──────── DATA SHOWN ────────

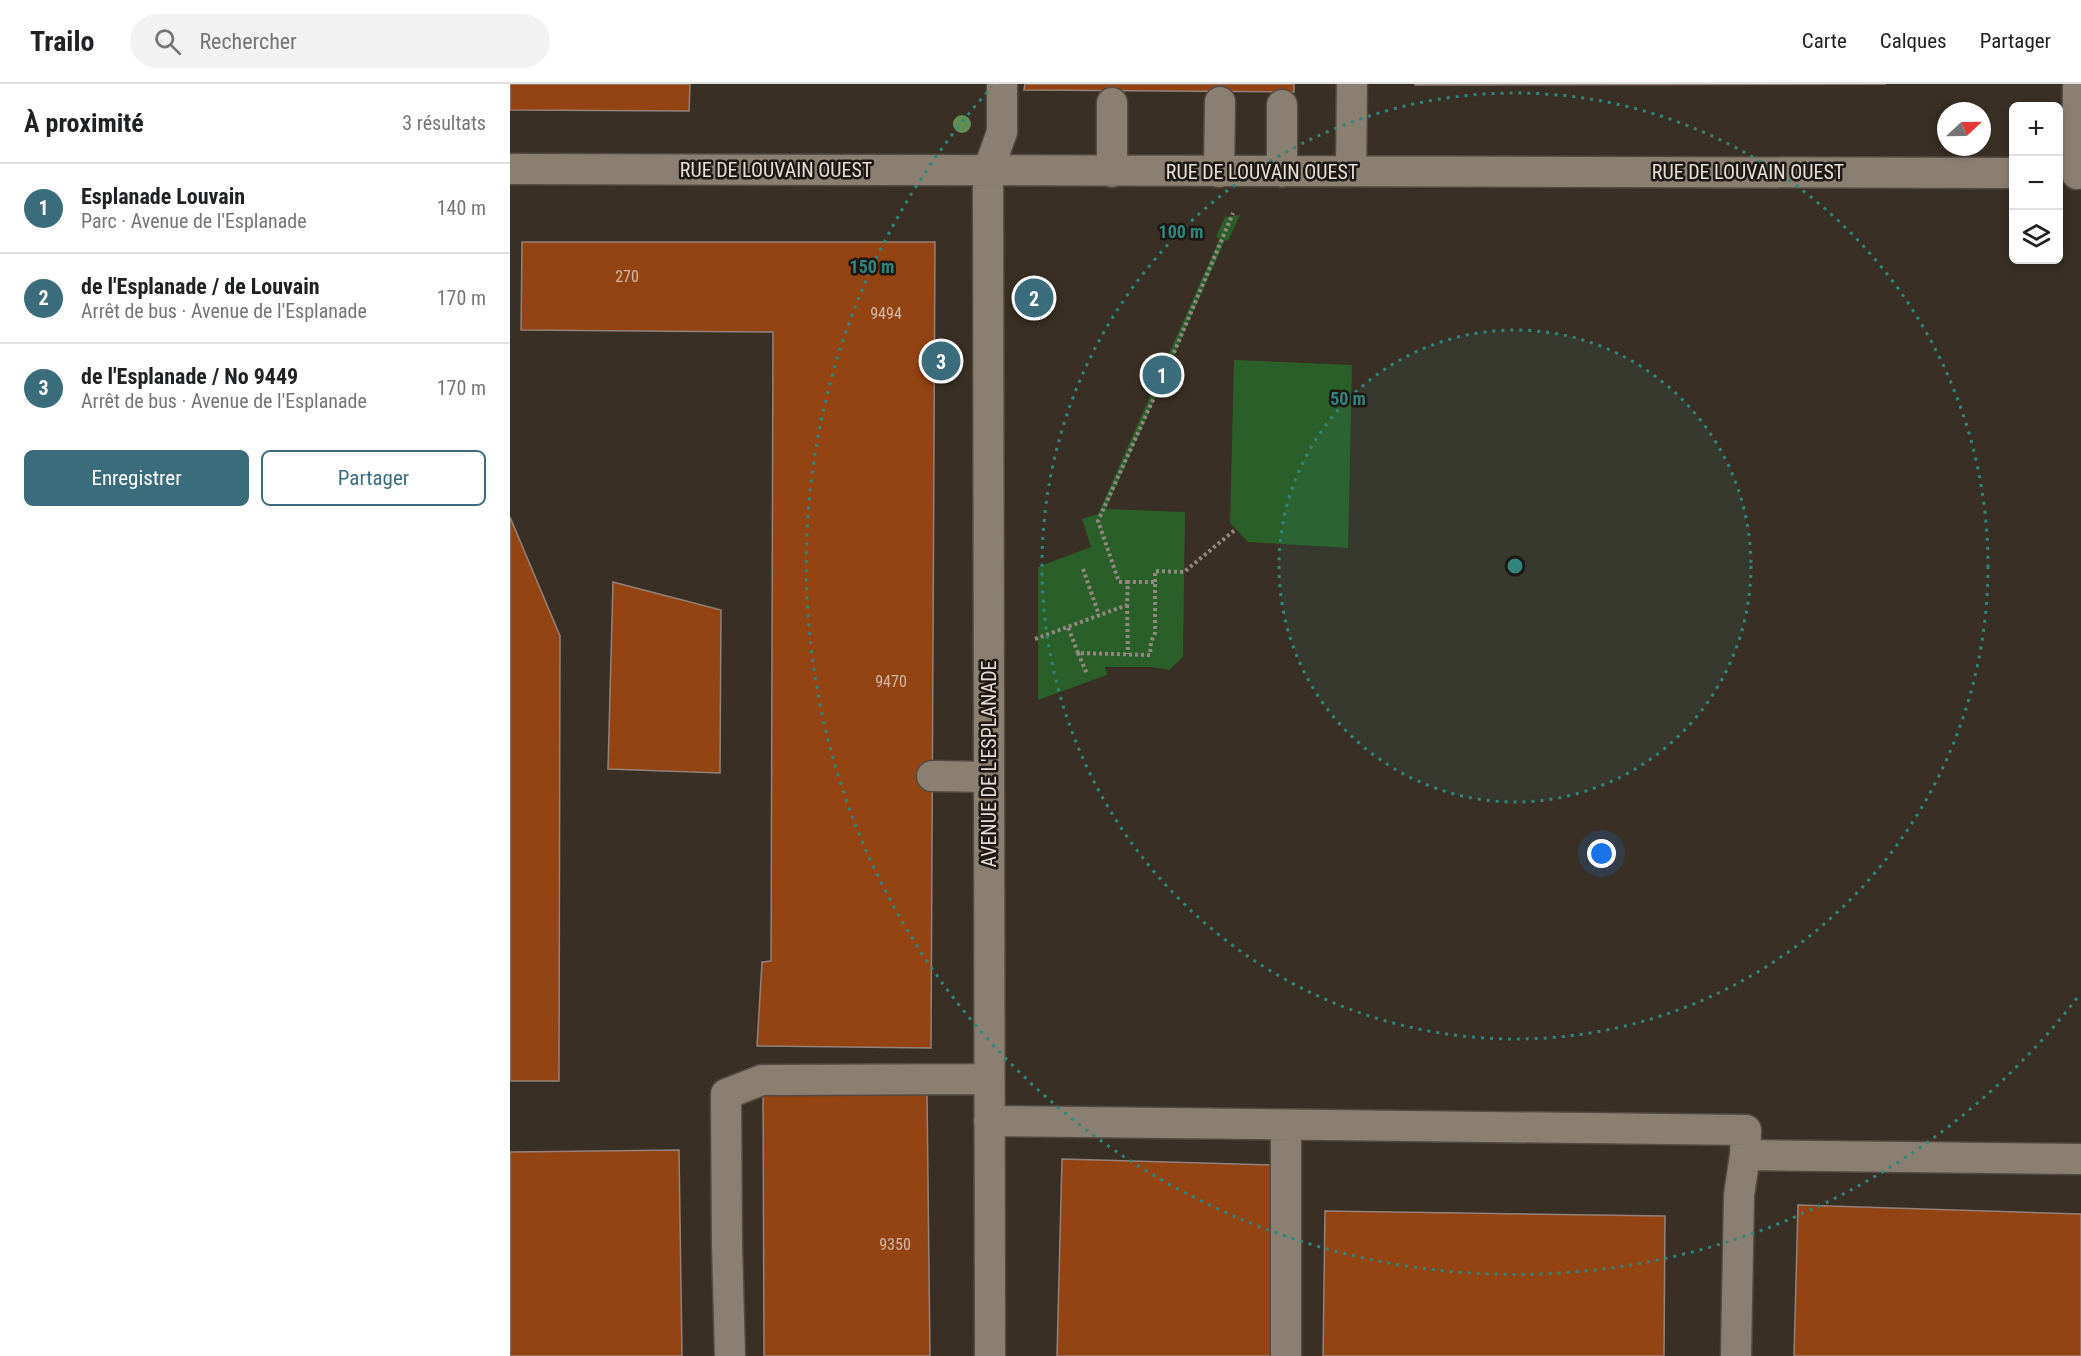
<!DOCTYPE html>
<html lang="fr">
<meta charset="utf-8">
<style>
:root{--surface:#fff;--page:#f2f2f2;--text:#202124;--muted:#757577;--line:#e0e0e0;--accent:#3b6c7c}
body{margin:0;font-family:"Roboto Condensed",sans-serif;background:var(--page);color:var(--text)}
.controls{position:absolute;right:18px;top:18px;display:grid;overflow:hidden;border-radius:9px;box-shadow:0 3px 9px #0003}
.controls button{width:54px;height:54px;display:grid;place-items:center;padding:0;border:0;border-bottom:2px solid var(--line);background:var(--surface);color:var(--text);font:30px sans-serif}
.compass{position:absolute;left:1427px;top:18px;width:54px;height:54px;border-radius:50%;background:var(--surface);box-shadow:0 3px 9px #0003;rotate:68deg}
.you{position:absolute;left:1092px;top:770px;width:21px;height:21px;margin:-15px;border:4px solid #fff;border-radius:50%;background:#1a73e8;box-shadow:0 0 0 9px #1a73e833}
.badge{display:grid;place-items:center;width:39px;height:39px;border-radius:50%;background:var(--accent);color:#fff;font-size:20px;font-weight:700}
.pin{position:absolute;translate:-50% -50%;border:3px solid #fff;box-shadow:0 2px 6px #0006}
.list{margin:0;padding:0;list-style:none}
h2{display:flex;justify-content:space-between;align-items:center;height:78px;margin:0;padding:0 24px;font-size:26px}
h2 small{font-size:20px;font-weight:400;color:var(--muted)}
.list li{display:grid;grid-template-columns:39px 1fr auto;gap:18px;align-items:center;box-sizing:border-box;height:90px;padding:0 24px;border-top:2px solid var(--line)}
.list b{display:block;font-size:22px;white-space:nowrap}
.list p{margin:0;font-size:20px;white-space:nowrap;color:var(--muted)}
.list em{font-size:20px;font-style:normal;color:var(--muted)}
.actions{display:flex;gap:12px;padding:18px 24px}
.actions a{flex:1;padding:14px 0;border:2px solid var(--accent);border-radius:9px;text-align:center;font-size:21px;color:var(--accent)}
.actions .main{background:var(--accent);color:#fff}
.icon{flex:none;width:33px;height:33px;fill:none;stroke:currentColor;stroke-width:2;stroke-linecap:round;stroke-linejoin:round}
.map{position:relative;flex:none;width:1571px;height:1272px;overflow:hidden}
header{display:flex;align-items:center;gap:36px;box-sizing:border-box;height:84px;padding:0 30px;background:var(--surface);border-bottom:2px solid var(--line)}
header strong{font-size:28px}
nav{display:flex;gap:33px;margin-inline-start:auto;font-size:21px}
.search{width:420px;height:54px;background:var(--page);display:flex;align-items:center;gap:15px;box-sizing:border-box;padding:0 21px;border-radius:33px;color:var(--muted);font-size:22px}
main{display:flex}
aside{flex:1;background:var(--surface)}
.map>svg:first-child{display:block}
.green{fill:#2b5f29}
.building{fill:#944413;stroke:#94827a;stroke-width:1.5}
.lines{fill:none;stroke-linecap:round;stroke-linejoin:round}
.minor-casing{stroke:#534b41;stroke-width:33}
.path{stroke:#918980;stroke-width:4;stroke-dasharray:3 3;stroke-linecap:butt}
.minor{stroke:#8b7f71;stroke-width:30}
.tree{fill:#628e56}
.ring{fill:none;stroke:#2f867e;stroke-width:3;stroke-dasharray:3 6}
.labels{text-anchor:middle;dominant-baseline:central;stroke-width:5;stroke-linejoin:round;paint-order:stroke}
.number-label{font-size:16px;fill:#d2b8a7}
.street-label{font-size:20px;fill:#e6dfd8;stroke:#1d1813}
.centre{fill:#2f867e;stroke:#1d1813;stroke-width:3}
.ring-label{font-size:18px;text-anchor:middle;font-weight:bold;fill:#2f867e;stroke:#1d1813;stroke-width:5;stroke-linejoin:round;paint-order:stroke}
</style>
<header>
<strong>Trailo</strong>
<div class="search"><svg class="icon" aria-label="search" viewBox="0 0 24 24"><circle cx="10" cy="10" r="6"/><path d="M15 15l6 6"/></svg>Rechercher</div>
<nav><a>Carte</a><a>Calques</a><a>Partager</a></nav>
</header>
<main>
<aside>
<h2>À proximité<small>3 résultats</small></h2>
<ul class="list">
<li><span class="badge">1</span><div><b>Esplanade Louvain</b><p>Parc · Avenue de l'Esplanade</p></div><em>140 m</em></li>
<li><span class="badge">2</span><div><b>de l'Esplanade / de Louvain</b><p>Arrêt de bus · Avenue de l'Esplanade</p></div><em>170 m</em></li>
<li><span class="badge">3</span><div><b>de l'Esplanade / No 9449</b><p>Arrêt de bus · Avenue de l'Esplanade</p></div><em>170 m</em></li>
</ul>
<div class="actions"><a class="main">Enregistrer</a><a>Partager</a></div>
</aside>
<div class="map">
<svg width="1571" height="1272" viewBox="0 0 1571 1272">
<rect width="100%" height="100%" fill="#392f24"/>
<path class="green" d="M730 131 718 157 715 156 596 425 675 428 673 573 659 586 643 583H595L597 591 528 616V483L581 463 572 435 588 430 710 154 706 153 715 133Z
M724 276 842 281 838 464 738 458 720 439Z"/>
<path class="building" d="M0 0H180L179 27 0 26Z
M515 0H784V8L514 6Z
M905 0H1376L905 1Z
M12 158H425L421 964 247 962 252 878 261 877 263 248 11 246Z
M0 433 50 552 49 997H0Z
M103 498 211 526 210 689 98 685Z
M417 1009 420 1272H254L253 1010Z
M169 1066 172 1272H0V1068Z
M552 1075 766 1081 762 1272H547Z
M1288 1121 1571 1130V1272H1284Z
M815 1127 1155 1132 1154 1272H813Z"/>
<g class="lines">
<defs>
<path id="minor" d="M602 19V88
M0 85 1504 89
M841 87 842 0
M709 88 710 18
M772 88V21
M1567 90 1568 0
M422 692 479 693
M479 1037 1236 1046 1235 1071 1229 1111 1226 1272
M1235 1071 1571 1075
M220 1272 217 1160 216 1010 252 996 479 995
M480 1272 478 87 492 48V0
M776 1272V1041"/>
</defs>
<use href="#minor" class="minor-casing"/>
<path class="path" d="M573 485 589 531
M618 498H609L588 437 657 285 723 129
M645 498V487L674 488 726 445
M617 521 618 570
M525 555 617 521 618 498H645V549L641 558 640 571 568 569 558 543
M568 569 577 590"/>
<use href="#minor" class="minor"/>
</g>
<circle class="tree" cx="452" cy="40" r="9"/>
<circle cx="1005" cy="482" r="236" fill="#2f867e" fill-opacity=".12"/>
<g class="ring">
<circle cx="1005" cy="482" r="236"/>
<circle cx="1005" cy="482" r="473"/>
<path d="M1567 914A709 709 0 1 1 482 3"/>
</g>
<g class="labels">
<g class="number-label">
<text x="117" y="192">270</text>
<text x="376" y="229">9494</text>
<text x="381" y="597">9470</text>
<text x="385" y="1160">9350</text>
</g>
<g class="street-label">
<text x="266" y="86">RUE DE LOUVAIN OUEST</text>
<text x="752" y="88">RUE DE LOUVAIN OUEST</text>
<text x="1238" y="88">RUE DE LOUVAIN OUEST</text>
<text transform="translate(479 680) rotate(-90)">AVENUE DE L'ESPLANADE</text>
</g>
</g>
<circle cx="1005" cy="482" r="9" class="centre"/>
<g class="ring-label">
<text x="671" y="154">100 m</text>
<text x="362" y="189">150 m</text>
<text x="838" y="321">50 m</text>
</g>
</svg>
<div class="controls">
<button>+</button>
<button>−</button>
<button><svg class="icon" aria-label="layers" viewBox="0 0 24 24"><path d="M12 4l9 5-9 5-9-5zM3 14l9 5 9-5"/></svg></button>
</div>
<svg class="compass" viewBox="-18 -18 36 36"><path d="M0-13l5 13h-10z" fill="#e53935"/><path d="M0 13l5-13h-10z" fill="#757577"/></svg>
<div class="you"></div>
<div class="pin badge" style="left:652px;top:291px">1</div>
<div class="pin badge" style="left:524px;top:214px">2</div>
<div class="pin badge" style="left:431px;top:277px">3</div>
</div>
</main>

────────

WORK REQUIRED:
In the entries above, some lines hold the string "middle". Copy each of them.

EXERCISE ANSWER:
.labels{text-anchor:middle;dominant-baseline:central;stroke-width:5;stroke-linejoin:round;paint-order:stroke}
.ring-label{font-size:18px;text-anchor:middle;font-weight:bold;fill:#2f867e;stroke:#1d1813;stroke-width:5;stroke-linejoin:round;paint-order:stroke}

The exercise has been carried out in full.